Lithuanian president: NATO presence in Baltics still ‘unprecedented’

President Dalia Grybauskaitė
DELFI / Mindaugas Ažušilis

“I would like to draw attention to the fact that eight fighter jets will remain in the Baltic states and that’s twice as many as we had before the Ukrainian crisis. So we retain the double air policing mission. Poland will handle things on its own, so that downsizing is not that significant,” the president said in an interview with the national radio LRT on Thursday.

According to Grybauskaitė, Lithuania and other Baltic states still enjoy NATO allies’ major attention and that is evidenced by decisions to establish NATO headquarters in the Baltic states and also deploy US heavy weaponry.

The president also added that the scope and intensity of NATO military exercises in the region is “unprecedented”.

“We need to look into the security situation on the whole, and I think there’s no need for us to react to the downsizing of the air policing mission that much. These are decisions that are made by taking into account all security bolstering elements in the region,” the Lithuanian leader said.

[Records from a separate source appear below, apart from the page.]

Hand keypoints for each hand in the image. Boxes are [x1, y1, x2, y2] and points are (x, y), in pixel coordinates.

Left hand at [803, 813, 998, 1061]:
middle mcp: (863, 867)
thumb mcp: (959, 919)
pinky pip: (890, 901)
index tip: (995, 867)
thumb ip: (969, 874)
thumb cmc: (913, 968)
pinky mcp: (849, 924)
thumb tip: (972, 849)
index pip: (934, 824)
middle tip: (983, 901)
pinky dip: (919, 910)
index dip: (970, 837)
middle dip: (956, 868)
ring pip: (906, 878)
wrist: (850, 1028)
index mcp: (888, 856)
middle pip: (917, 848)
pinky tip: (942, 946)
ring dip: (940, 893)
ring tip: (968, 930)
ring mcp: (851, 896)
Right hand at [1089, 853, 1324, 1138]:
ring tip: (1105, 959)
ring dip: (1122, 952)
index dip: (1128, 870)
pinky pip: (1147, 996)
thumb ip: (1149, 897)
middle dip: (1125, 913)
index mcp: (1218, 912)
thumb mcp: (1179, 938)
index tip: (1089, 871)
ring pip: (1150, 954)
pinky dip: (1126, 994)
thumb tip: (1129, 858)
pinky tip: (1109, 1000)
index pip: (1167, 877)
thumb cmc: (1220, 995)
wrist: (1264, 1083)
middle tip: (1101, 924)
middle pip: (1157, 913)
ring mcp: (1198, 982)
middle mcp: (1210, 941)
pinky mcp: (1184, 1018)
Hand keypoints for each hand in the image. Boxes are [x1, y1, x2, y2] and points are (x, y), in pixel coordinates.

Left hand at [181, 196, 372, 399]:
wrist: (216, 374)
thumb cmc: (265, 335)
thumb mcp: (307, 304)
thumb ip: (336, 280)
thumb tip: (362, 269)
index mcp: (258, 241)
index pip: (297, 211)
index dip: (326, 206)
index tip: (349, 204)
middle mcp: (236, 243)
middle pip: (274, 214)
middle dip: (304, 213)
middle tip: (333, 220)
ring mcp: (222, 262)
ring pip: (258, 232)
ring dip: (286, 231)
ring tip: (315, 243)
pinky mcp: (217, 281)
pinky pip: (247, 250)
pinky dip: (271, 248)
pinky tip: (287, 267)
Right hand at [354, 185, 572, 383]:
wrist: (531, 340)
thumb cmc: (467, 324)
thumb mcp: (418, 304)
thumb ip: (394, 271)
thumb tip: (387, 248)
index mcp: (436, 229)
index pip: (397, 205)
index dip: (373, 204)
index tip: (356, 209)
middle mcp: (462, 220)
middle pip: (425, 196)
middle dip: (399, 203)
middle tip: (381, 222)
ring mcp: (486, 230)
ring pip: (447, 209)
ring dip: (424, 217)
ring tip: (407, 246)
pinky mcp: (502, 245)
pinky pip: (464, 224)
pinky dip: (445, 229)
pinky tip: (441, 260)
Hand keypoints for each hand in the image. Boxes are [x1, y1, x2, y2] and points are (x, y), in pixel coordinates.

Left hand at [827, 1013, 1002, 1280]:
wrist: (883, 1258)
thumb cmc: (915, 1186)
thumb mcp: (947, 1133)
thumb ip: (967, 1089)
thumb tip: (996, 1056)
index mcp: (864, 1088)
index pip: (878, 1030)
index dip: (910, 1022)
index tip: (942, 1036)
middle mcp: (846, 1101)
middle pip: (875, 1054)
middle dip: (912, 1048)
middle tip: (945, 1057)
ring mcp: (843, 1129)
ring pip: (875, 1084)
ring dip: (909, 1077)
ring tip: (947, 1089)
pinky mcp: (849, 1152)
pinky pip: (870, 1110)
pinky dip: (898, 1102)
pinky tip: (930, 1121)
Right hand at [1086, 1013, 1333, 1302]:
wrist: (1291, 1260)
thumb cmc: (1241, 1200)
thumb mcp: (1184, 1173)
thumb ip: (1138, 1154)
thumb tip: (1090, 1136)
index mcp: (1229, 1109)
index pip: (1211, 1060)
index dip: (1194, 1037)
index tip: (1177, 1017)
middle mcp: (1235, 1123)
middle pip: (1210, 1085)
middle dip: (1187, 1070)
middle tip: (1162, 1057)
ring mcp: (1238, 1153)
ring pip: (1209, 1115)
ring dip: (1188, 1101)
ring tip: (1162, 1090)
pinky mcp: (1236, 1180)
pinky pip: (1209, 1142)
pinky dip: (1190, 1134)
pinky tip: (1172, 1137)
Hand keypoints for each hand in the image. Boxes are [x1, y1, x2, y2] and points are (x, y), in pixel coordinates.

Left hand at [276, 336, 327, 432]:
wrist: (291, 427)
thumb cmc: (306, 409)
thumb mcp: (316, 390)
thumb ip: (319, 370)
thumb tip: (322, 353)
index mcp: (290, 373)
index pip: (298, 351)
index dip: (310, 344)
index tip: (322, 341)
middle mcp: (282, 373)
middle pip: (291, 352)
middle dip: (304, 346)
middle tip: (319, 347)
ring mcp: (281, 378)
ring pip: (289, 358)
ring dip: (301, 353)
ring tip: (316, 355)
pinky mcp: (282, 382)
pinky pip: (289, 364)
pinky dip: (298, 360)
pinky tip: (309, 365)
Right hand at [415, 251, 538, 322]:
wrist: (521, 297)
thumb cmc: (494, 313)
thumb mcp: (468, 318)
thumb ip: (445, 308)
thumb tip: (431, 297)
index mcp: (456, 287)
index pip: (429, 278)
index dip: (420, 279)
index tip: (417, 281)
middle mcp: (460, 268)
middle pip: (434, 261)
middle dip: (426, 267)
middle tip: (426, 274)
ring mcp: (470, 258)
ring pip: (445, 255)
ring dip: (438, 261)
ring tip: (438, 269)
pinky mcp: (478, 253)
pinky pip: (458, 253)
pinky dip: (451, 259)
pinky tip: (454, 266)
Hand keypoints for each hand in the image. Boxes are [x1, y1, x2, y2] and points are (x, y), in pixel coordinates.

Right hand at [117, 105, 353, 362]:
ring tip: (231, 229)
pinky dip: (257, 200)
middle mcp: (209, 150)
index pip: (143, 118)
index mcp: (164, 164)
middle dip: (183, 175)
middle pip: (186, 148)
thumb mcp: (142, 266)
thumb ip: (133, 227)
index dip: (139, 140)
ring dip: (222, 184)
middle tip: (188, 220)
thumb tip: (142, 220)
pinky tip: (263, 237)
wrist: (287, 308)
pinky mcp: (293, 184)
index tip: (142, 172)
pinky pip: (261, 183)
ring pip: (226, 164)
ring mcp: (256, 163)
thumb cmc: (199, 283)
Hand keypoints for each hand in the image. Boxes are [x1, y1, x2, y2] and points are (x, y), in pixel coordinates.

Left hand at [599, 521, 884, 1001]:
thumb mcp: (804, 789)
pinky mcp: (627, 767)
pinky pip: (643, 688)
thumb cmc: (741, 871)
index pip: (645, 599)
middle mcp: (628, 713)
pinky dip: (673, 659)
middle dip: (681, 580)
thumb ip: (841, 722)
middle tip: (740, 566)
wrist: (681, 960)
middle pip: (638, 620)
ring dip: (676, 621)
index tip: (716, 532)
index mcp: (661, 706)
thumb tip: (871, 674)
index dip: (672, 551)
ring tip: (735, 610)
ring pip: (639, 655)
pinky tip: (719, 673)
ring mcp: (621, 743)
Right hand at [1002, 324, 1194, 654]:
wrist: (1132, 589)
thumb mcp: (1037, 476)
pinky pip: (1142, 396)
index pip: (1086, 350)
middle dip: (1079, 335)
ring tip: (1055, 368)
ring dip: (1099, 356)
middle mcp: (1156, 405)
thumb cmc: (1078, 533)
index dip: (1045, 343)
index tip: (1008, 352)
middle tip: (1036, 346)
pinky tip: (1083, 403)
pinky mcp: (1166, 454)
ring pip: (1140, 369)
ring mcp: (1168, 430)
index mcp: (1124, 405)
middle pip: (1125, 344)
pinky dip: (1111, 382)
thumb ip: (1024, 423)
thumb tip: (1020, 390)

NATO will downsize the air policing mission in the Baltic states by half, with eight fighter-jets due to patrol the skies as of September, as compared to the current 16 jets, as well as one contingent left in Lithuania instead of the current two, NATO military spokesperson Lieutenant Colonel Jay Janzen of Supreme Headquarters Allied Powers Europe (SHAPE) confirmed on Tuesday.

Since the three Baltic states of Lithuania, Latvia and Estonia joined NATO in 2004, the air policing mission was usually performed by four jets stationed in Lithuania. After Russia annexed Crimean peninsula from Ukraine last year, NATO Allies sent additional jets to the three countries.